Wednesday, July 16, 2008

"It's at night, when perhaps we should be dreaming, that the mind is most clear, that we are most able to hold all our life in the palm of our skull. I don't know if anyone has ever pointed out that great attraction of insomnia before, but it is so; the night seems to release a little more of our vast backward inheritance of instincts and feelings; as with the dawn, a little honey is allowed to ooze between the lips of the sandwich, a little of the stuff of dreams to drip into the waking mind. I wish I believed, as J. B. Priestley did, that consciousness continues after disembodiment or death, not forever, but for a long while. Three score years and ten is such a stingy ration of time, when there is so much time around. Perhaps that's why some of us are insomniacs; night is so precious that it would be pusillanimous to sleep all through it! A "bad night" is not always a bad thing." -Brian Aldiss

I cannot believe that it has happened again!!! Another lost night to the sleep thief called "insomnia"... How do I know?
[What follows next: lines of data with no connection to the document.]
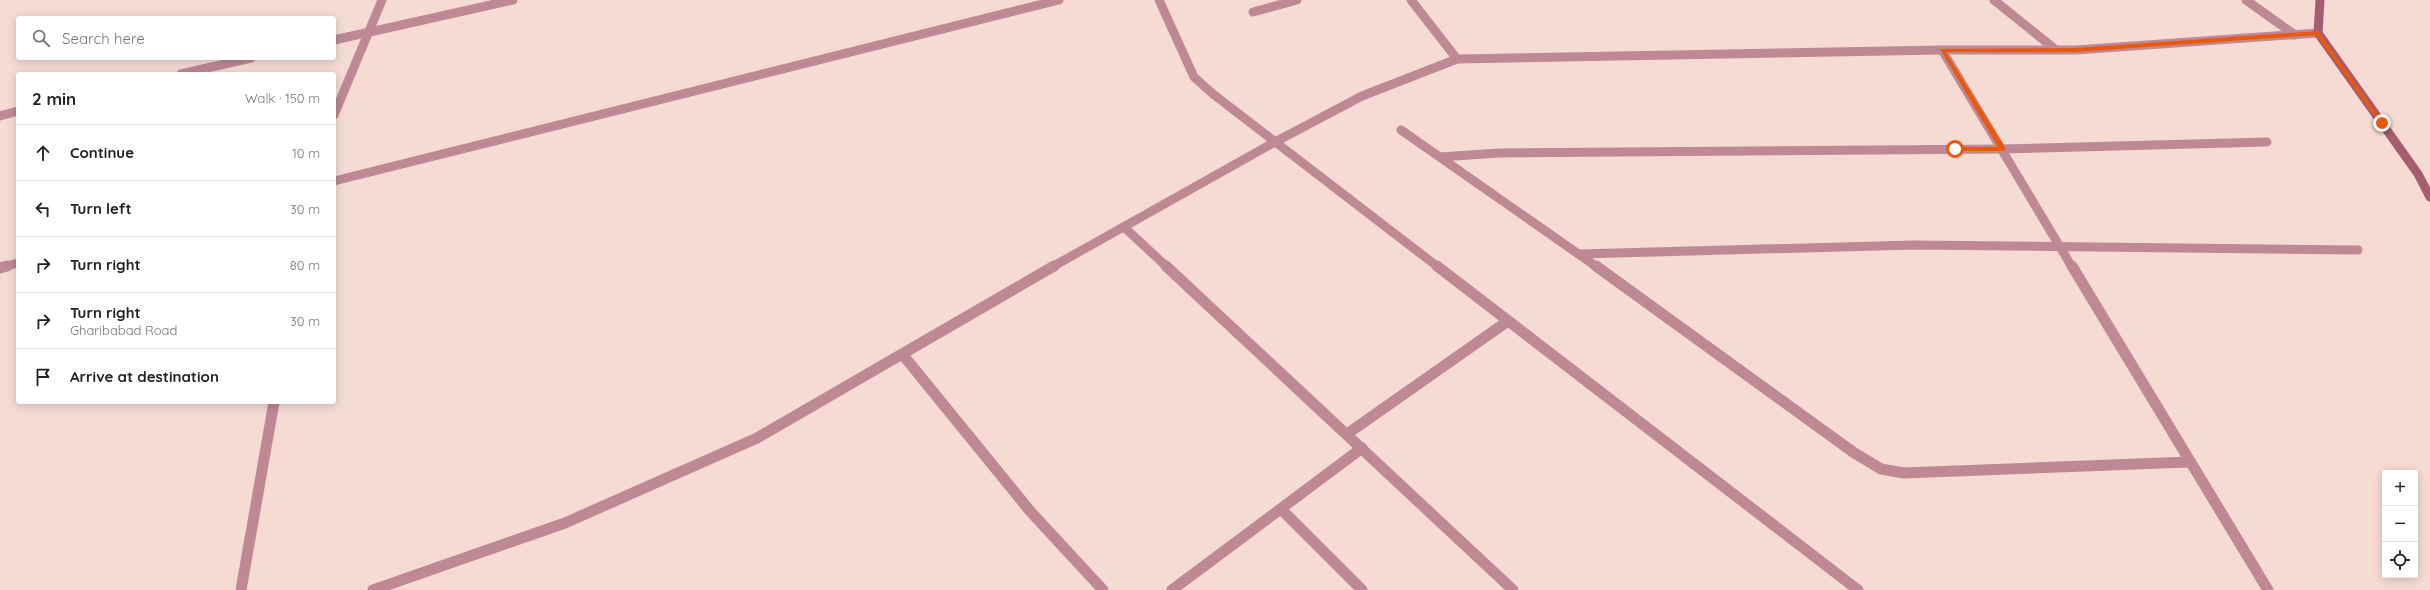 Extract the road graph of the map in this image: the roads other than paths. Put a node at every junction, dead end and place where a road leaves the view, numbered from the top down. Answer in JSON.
{"nodes":[{"id":1,"x":382,"y":0,"type":"edge"},
{"id":2,"x":512,"y":0,"type":"edge"},
{"id":3,"x":1059,"y":0,"type":"edge"},
{"id":4,"x":1159,"y":0,"type":"edge"},
{"id":5,"x":1297,"y":0,"type":"edge"},
{"id":6,"x":1411,"y":0,"type":"edge"},
{"id":7,"x":1994,"y":0,"type":"edge"},
{"id":8,"x":2246,"y":0,"type":"edge"},
{"id":9,"x":2320,"y":0,"type":"edge"},
{"id":10,"x":1253,"y":12,"type":"dead end"},
{"id":11,"x":369,"y":32,"type":"junction"},
{"id":12,"x":2318,"y":33,"type":"junction"},
{"id":13,"x":2295,"y":35,"type":"junction"},
{"id":14,"x":336,"y":40,"type":"edge"},
{"id":15,"x":1942,"y":50,"type":"junction"},
{"id":16,"x":2056,"y":50,"type":"junction"},
{"id":17,"x":1457,"y":59,"type":"junction"},
{"id":18,"x":242,"y":60,"type":"edge"},
{"id":19,"x":189,"y":72,"type":"edge"},
{"id":20,"x":336,"y":110,"type":"edge"},
{"id":21,"x":16,"y":112,"type":"edge"},
{"id":22,"x":0,"y":116,"type":"edge"},
{"id":23,"x":1401,"y":130,"type":"dead end"},
{"id":24,"x":1276,"y":142,"type":"junction"},
{"id":25,"x":2267,"y":142,"type":"dead end"},
{"id":26,"x":2003,"y":149,"type":"junction"},
{"id":27,"x":1440,"y":157,"type":"junction"},
{"id":28,"x":336,"y":181,"type":"edge"},
{"id":29,"x":2430,"y":197,"type":"edge"},
{"id":30,"x":1124,"y":227,"type":"junction"},
{"id":31,"x":2061,"y":246,"type":"junction"},
{"id":32,"x":2358,"y":250,"type":"dead end"},
{"id":33,"x":1580,"y":254,"type":"junction"},
{"id":34,"x":16,"y":264,"type":"edge"},
{"id":35,"x":0,"y":268,"type":"edge"},
{"id":36,"x":1508,"y":321,"type":"junction"},
{"id":37,"x":902,"y":355,"type":"junction"},
{"id":38,"x":274,"y":404,"type":"edge"},
{"id":39,"x":1347,"y":434,"type":"junction"},
{"id":40,"x":1362,"y":448,"type":"junction"},
{"id":41,"x":2189,"y":462,"type":"junction"},
{"id":42,"x":1281,"y":509,"type":"junction"},
{"id":43,"x":241,"y":590,"type":"edge"},
{"id":44,"x":373,"y":590,"type":"edge"},
{"id":45,"x":1103,"y":590,"type":"edge"},
{"id":46,"x":1172,"y":590,"type":"edge"},
{"id":47,"x":1362,"y":590,"type":"edge"},
{"id":48,"x":1513,"y":590,"type":"edge"},
{"id":49,"x":1858,"y":590,"type":"edge"},
{"id":50,"x":2268,"y":590,"type":"edge"}],
"edges":[{"from":1,"to":11,"type":"street"},
{"from":2,"to":11,"type":"street"},
{"from":3,"to":28,"type":"street"},
{"from":4,"to":24,"type":"street"},
{"from":5,"to":10,"type":"street"},
{"from":6,"to":17,"type":"street"},
{"from":7,"to":16,"type":"street"},
{"from":8,"to":13,"type":"street"},
{"from":9,"to":12,"type":"street"},
{"from":11,"to":14,"type":"street"},
{"from":11,"to":20,"type":"street"},
{"from":12,"to":13,"type":"street"},
{"from":12,"to":29,"type":"street"},
{"from":13,"to":16,"type":"street"},
{"from":15,"to":16,"type":"street"},
{"from":15,"to":17,"type":"street"},
{"from":15,"to":26,"type":"street"},
{"from":17,"to":24,"type":"street"},
{"from":18,"to":19,"type":"street"},
{"from":21,"to":22,"type":"street"},
{"from":23,"to":27,"type":"street"},
{"from":24,"to":30,"type":"street"},
{"from":24,"to":36,"type":"street"},
{"from":25,"to":26,"type":"street"},
{"from":26,"to":27,"type":"street"},
{"from":26,"to":31,"type":"street"},
{"from":27,"to":33,"type":"street"},
{"from":30,"to":37,"type":"street"},
{"from":30,"to":39,"type":"street"},
{"from":31,"to":32,"type":"street"},
{"from":31,"to":33,"type":"street"},
{"from":31,"to":41,"type":"street"},
{"from":33,"to":41,"type":"street"},
{"from":34,"to":35,"type":"street"},
{"from":36,"to":39,"type":"street"},
{"from":36,"to":49,"type":"street"},
{"from":37,"to":44,"type":"street"},
{"from":37,"to":45,"type":"street"},
{"from":38,"to":43,"type":"street"},
{"from":39,"to":40,"type":"street"},
{"from":40,"to":42,"type":"street"},
{"from":40,"to":48,"type":"street"},
{"from":41,"to":50,"type":"street"},
{"from":42,"to":46,"type":"street"},
{"from":42,"to":47,"type":"street"}]}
I hear the birds begin singing - they always start at about 4AM. Rebel is asleep in my bed with his head on a pillow dreaming dog dreams, breathing fast, then slow. Early morning is a time of silence with gentle awakening sounds. The wind blowing gently through the pine trees, the sound of a train in the distance, my stomach rumbling for breakfast, even though my head has not touched the pillow this night! The sun is rising. It's cool outside. I can feel the cool through the window. Think I'll just stay awake and get a head start on Wednesday. The bird woke Rebel. He is mindlessly grooming himself and trying to sleep again. Surprised I wasn't more tired. I wheeled my manual chair all over WalMart - great exercise! Time for meditating in the dawn now.